I have level gloves too. When you are wearing the gloves and you bend back on your wrist, is there any gap between the wrist guard and your wrist?


----------



## caneyhead

The beauty of these guards is that they offer protection but not too much protection. They're not glued to your wrist in such a manner that u could never fx wrist. If u get the kind of impact that requires that something fx then better wrist than elbow or shoulder. I will buy again without hesitation. My wife and son also have a pair.


----------



## noahj

i have the Level Fly Gloves that has the same wrist support/protection. i had my doubts about the support but my first day really made me realize how good these gloves are. my wife who is a physical therapist looked at these when i bought them and remarked the design was "genius".

i intenionally took some falls where i could test the support and it works without fail. i wouldn't hesitate to recommend these to anyone. worth every $$ i spent.


----------



## KIRKRIDER

Field test: Conditions: 3 feet Powder, 12F, sunny. KIrkwood opening day.

Very good gloves. Warm and of course protective. You forget the fact that they are a bit bulkier than normal gloves, they fit well and keep the powder out. Overkill on a powder day, but then you don't know in advance when you're going to fall and need protection, besides I wanted toi test them. They are now my standard gloves, unless it's a kids day and I have to play instructor all day.

The biomex insert is not an issue, you don't feel it at all, the knuckle guard is very comfy pushing up on hard pack or just knowing you have added proteciton for your hand, The kevlar palm is obviously good dealing with board edges and taking the blunt from a fall. .Looks indestructible. 

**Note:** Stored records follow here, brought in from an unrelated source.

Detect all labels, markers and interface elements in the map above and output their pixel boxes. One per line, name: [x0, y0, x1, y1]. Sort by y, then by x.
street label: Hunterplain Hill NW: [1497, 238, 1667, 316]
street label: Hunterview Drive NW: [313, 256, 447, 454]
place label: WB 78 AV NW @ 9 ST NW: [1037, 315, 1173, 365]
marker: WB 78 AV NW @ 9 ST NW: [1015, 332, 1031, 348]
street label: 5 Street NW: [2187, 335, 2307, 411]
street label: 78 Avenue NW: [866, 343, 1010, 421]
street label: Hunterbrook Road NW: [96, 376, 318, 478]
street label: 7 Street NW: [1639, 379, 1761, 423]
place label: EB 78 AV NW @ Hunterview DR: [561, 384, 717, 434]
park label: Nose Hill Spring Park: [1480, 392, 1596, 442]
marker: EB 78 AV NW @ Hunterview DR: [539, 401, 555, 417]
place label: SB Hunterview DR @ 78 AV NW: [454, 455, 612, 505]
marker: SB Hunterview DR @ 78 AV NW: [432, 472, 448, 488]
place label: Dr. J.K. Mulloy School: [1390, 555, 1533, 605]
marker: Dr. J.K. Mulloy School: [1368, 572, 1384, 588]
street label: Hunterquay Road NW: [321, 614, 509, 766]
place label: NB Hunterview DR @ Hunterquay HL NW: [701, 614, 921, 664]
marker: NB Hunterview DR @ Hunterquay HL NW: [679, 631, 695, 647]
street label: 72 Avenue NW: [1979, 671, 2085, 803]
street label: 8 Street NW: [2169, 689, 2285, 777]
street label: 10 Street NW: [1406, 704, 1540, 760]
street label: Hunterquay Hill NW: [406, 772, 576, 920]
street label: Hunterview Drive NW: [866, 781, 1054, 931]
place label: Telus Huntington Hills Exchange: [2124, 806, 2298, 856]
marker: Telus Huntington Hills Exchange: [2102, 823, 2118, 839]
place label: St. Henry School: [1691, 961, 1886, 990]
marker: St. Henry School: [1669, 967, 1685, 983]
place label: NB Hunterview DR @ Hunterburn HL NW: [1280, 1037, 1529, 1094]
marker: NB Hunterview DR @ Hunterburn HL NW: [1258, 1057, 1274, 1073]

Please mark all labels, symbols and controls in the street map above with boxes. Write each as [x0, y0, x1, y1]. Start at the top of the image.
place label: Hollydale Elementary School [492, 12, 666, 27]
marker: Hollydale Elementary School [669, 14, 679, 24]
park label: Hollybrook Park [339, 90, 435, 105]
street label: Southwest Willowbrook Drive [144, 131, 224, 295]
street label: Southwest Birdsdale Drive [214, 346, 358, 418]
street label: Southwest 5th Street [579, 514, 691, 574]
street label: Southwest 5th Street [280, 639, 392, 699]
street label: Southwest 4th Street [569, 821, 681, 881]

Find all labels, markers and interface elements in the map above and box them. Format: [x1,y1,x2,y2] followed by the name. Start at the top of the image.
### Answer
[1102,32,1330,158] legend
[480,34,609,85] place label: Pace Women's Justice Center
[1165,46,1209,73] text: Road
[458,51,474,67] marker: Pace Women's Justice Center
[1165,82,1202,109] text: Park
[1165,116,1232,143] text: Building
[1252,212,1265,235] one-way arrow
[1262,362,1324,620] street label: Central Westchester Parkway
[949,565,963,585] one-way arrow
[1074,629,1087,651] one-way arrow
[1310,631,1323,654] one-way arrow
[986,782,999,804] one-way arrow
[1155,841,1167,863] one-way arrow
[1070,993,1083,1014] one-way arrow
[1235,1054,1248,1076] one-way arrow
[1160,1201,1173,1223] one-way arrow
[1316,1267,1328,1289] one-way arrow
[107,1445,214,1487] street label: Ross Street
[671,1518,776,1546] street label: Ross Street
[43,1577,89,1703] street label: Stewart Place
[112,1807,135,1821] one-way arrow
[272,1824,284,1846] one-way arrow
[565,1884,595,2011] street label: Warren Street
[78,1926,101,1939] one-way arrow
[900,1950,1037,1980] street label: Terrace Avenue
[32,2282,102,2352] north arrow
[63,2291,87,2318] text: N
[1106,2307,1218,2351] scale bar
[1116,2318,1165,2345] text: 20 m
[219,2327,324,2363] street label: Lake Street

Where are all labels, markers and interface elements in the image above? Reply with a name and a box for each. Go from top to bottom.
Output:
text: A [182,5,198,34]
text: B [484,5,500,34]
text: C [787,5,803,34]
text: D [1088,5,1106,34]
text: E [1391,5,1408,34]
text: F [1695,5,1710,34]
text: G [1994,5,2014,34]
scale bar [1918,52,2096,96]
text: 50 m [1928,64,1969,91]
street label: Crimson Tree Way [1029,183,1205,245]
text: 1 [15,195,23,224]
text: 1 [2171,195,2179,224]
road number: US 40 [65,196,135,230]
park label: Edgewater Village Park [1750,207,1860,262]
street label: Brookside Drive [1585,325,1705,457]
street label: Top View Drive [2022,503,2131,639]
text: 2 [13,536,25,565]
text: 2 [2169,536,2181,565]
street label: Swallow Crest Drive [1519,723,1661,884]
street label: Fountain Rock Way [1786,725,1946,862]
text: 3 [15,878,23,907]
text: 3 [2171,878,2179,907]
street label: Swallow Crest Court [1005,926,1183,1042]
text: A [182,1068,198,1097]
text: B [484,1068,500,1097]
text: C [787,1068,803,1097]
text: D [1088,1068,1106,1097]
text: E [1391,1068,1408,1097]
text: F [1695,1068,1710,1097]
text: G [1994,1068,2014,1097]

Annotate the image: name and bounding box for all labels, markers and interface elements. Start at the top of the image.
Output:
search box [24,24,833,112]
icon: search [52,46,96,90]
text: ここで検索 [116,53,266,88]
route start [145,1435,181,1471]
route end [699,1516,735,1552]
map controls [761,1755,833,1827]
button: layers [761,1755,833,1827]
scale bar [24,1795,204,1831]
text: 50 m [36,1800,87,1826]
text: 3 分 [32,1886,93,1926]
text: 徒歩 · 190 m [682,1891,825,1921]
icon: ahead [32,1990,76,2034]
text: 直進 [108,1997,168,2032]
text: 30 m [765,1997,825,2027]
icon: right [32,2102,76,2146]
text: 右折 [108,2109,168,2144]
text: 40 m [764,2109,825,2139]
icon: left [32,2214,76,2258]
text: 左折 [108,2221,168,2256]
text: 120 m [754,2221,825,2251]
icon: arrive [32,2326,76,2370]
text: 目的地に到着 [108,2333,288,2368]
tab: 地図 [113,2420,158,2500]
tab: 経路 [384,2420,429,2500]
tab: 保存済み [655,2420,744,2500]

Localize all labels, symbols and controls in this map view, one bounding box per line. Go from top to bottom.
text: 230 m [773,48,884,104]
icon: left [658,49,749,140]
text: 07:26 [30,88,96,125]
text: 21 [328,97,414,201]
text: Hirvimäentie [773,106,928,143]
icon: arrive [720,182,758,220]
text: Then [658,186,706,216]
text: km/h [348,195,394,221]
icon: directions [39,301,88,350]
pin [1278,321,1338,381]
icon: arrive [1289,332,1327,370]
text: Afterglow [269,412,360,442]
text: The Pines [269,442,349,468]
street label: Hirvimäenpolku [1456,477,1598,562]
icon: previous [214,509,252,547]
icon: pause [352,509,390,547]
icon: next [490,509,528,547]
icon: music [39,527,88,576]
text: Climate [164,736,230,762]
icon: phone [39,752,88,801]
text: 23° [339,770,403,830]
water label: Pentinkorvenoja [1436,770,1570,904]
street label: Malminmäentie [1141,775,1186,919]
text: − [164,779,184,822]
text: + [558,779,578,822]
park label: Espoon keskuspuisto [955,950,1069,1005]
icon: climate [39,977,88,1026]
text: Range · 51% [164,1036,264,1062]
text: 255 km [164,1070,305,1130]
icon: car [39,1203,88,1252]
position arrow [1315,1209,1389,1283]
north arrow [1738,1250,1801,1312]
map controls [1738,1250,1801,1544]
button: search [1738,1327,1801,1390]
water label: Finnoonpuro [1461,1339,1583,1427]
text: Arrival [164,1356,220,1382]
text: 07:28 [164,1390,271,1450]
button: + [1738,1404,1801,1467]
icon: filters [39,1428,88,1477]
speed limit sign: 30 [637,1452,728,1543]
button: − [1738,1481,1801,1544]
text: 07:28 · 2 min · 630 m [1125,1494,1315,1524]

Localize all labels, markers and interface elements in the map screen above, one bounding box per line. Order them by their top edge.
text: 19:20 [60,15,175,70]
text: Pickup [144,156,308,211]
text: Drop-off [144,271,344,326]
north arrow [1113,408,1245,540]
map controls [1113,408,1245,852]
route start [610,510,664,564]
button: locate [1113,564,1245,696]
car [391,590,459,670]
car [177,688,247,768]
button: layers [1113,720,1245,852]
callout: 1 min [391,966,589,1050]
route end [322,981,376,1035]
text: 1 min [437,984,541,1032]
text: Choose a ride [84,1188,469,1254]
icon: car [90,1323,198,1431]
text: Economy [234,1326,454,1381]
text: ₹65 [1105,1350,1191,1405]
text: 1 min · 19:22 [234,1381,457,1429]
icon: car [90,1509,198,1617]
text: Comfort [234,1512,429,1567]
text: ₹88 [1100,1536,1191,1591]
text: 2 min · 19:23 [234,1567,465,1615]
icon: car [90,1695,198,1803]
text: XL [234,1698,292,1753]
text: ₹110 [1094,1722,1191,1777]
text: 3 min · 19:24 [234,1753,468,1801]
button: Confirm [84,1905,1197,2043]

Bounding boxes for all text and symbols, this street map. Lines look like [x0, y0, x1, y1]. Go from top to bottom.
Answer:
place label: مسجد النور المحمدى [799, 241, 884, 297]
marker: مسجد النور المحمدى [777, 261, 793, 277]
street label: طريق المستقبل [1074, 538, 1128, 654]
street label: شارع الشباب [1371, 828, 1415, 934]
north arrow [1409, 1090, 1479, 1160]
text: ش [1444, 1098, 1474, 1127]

The only thing I would change is the liner fabric. It is warm and comfy, but when you get your hands a bit wet the skin sticks to the liner making putting the gloves back on a bit tricky, probably solvable with a half a size bigger glove, but then you would have a really big "hand". Just keep your hands dry.
So the only thing I woul change in thios gloves are the liners internal sinthetic "fur".

Other than that....perfect gloves.
SPAZ, no, no gap if you tightn the oversized strap on the wrist...that should keep the Biomex in place.


----------



## john doe

How true to size do you feel these run? I'm about to order some Halfpipes and my knuckles measure 8.5" around. Is it a good idea to get size? What does your hand measure since you got the 7.5's?


----------



## ev13wt

Mine smell so bad that washing my hands at lunch doesn't really help.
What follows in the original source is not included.